Could you say Crawford's middle and final career periods were both 'armour-plated'?
I would divide Crawford's career into quarters:
1) Early Period/the M-G-M years (1925-1943) -- She starts out with a certain vulnerability but morphs into the "armor-plated" Joan of screen legend. You might say that the Mid-Period began at the tail-end of the Early Period. It's just that M-G-M was the wrong studio to properly feature the armor -- a stone without a proper setting, if you will.
2) Mid Period/the Warner Bros. years and immediately after (1943-until she married the President of Pepsi-Cola and began promoting Pepsi products across America) -- This is the period in which the "armor-platedness" reaches its apex.

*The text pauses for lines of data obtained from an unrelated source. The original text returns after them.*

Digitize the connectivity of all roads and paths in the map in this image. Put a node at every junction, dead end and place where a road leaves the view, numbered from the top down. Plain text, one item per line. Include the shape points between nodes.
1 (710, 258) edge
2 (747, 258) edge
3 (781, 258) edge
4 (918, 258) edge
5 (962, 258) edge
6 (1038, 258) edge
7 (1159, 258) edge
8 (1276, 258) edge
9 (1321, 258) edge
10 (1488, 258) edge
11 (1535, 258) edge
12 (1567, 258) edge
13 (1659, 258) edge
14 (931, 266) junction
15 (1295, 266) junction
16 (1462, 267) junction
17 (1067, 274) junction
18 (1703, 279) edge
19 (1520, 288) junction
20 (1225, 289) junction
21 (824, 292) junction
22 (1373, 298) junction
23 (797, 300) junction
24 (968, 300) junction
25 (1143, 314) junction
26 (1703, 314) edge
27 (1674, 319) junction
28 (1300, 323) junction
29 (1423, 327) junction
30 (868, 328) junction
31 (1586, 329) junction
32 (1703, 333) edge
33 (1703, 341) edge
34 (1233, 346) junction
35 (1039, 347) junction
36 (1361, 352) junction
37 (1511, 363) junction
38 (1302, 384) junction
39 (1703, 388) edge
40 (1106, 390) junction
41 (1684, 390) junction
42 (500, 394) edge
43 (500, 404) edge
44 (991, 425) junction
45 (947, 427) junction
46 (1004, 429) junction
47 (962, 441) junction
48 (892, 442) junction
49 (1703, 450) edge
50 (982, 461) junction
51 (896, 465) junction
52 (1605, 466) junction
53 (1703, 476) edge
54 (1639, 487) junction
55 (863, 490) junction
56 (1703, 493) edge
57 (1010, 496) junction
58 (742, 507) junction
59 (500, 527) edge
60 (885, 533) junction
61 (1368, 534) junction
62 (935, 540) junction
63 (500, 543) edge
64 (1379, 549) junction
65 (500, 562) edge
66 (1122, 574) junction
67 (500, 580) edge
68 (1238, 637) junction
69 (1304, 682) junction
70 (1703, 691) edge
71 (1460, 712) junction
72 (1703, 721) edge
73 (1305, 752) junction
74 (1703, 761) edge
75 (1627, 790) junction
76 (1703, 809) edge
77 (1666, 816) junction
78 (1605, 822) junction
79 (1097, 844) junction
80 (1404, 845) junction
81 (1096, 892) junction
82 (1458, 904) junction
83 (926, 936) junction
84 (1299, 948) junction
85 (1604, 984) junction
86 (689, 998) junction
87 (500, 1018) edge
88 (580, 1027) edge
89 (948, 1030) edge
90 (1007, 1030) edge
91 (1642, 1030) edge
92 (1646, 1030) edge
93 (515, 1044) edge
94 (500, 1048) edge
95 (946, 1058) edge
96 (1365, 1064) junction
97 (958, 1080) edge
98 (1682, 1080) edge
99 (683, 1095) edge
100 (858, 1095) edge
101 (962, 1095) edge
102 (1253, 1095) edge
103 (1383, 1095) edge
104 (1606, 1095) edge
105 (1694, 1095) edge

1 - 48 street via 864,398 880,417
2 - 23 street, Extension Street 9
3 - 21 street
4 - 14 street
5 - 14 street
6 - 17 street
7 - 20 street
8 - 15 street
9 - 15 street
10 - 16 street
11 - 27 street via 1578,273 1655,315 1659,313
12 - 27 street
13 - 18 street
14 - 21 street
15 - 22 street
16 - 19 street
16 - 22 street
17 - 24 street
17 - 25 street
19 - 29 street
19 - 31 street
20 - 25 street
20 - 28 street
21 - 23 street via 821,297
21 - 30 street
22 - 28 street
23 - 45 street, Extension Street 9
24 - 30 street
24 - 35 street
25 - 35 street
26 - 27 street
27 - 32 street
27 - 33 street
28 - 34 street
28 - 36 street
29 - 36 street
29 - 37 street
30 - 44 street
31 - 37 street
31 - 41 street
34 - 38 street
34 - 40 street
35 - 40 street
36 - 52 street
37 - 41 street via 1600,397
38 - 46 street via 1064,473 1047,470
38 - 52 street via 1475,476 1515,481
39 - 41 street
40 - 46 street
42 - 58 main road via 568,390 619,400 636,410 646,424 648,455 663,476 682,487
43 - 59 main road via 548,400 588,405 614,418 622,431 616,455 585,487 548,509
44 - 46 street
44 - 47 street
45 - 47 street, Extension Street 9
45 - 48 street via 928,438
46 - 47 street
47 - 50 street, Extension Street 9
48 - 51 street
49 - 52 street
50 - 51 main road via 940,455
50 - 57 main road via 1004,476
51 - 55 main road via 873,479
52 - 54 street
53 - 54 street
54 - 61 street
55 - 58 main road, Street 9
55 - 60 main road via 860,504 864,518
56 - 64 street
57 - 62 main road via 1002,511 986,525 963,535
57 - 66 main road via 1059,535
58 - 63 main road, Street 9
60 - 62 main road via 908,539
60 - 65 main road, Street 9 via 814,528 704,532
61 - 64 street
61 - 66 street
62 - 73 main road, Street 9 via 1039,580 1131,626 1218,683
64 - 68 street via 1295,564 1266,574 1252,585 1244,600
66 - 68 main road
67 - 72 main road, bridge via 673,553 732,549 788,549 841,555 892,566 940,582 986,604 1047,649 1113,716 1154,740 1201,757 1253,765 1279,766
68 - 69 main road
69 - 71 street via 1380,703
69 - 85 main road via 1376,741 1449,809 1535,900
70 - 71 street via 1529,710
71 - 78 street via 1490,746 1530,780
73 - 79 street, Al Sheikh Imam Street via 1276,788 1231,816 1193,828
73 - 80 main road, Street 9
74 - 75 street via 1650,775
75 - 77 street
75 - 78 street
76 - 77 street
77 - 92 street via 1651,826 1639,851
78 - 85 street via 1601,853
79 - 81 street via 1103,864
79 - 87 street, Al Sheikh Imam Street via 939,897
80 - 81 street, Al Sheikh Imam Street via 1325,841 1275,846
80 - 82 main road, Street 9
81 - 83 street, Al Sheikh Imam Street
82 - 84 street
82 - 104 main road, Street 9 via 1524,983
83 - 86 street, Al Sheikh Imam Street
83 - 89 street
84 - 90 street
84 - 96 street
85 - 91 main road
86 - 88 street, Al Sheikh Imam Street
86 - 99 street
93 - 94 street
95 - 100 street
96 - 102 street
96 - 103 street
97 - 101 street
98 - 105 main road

3) Late Period (1962-1970) -- Kicking off with Whatever Happened to Baby Jane?
and ending with Trog
, this is a descent into brutal self-parody (with the exception of Baby Jane
, in which I prefer her performance as Blanche to Bette Davis' hammy overacting as Jane.) The armor is still on but warped and battered.
4) The Afterlife (1978-?) -- That
book and that
If so, I think she's charming enough in the early 30s pictures (although not her dancing, or what I've seen of it, which can be dreadful), and certainly pretty.
She was a Charleston dancer, basically.
I got the impression she was concerned with the concept of her Big Movie Stardom in a very explicit way that was beyond anyone else's.
Yes, and you can see the effects of that relentless quest for perfection as early as 1939.
Comparing the comparatively vulnerable Crawford of Grand Hotel to the armor-plated harridan of The Women will tell you all you need to know about what she lost.
It's off topic but I don't think "armor-plated harridan" applies to her Crystal (Crystal has a lot in common with Flaemmchen). I do understand what you mean by armor-plated but I don't think it begins to apply until much later in her career.
I wasn't referring to the characters, per se. It's Crawford herself. By 1939, she had changed -- the Crawford of Grand Hotel
and the Crawford of The Women
are just different to my eyes. So, even though the parts of Flaemmchen and Crystal are substantively similar, the effect
ends up being radically different.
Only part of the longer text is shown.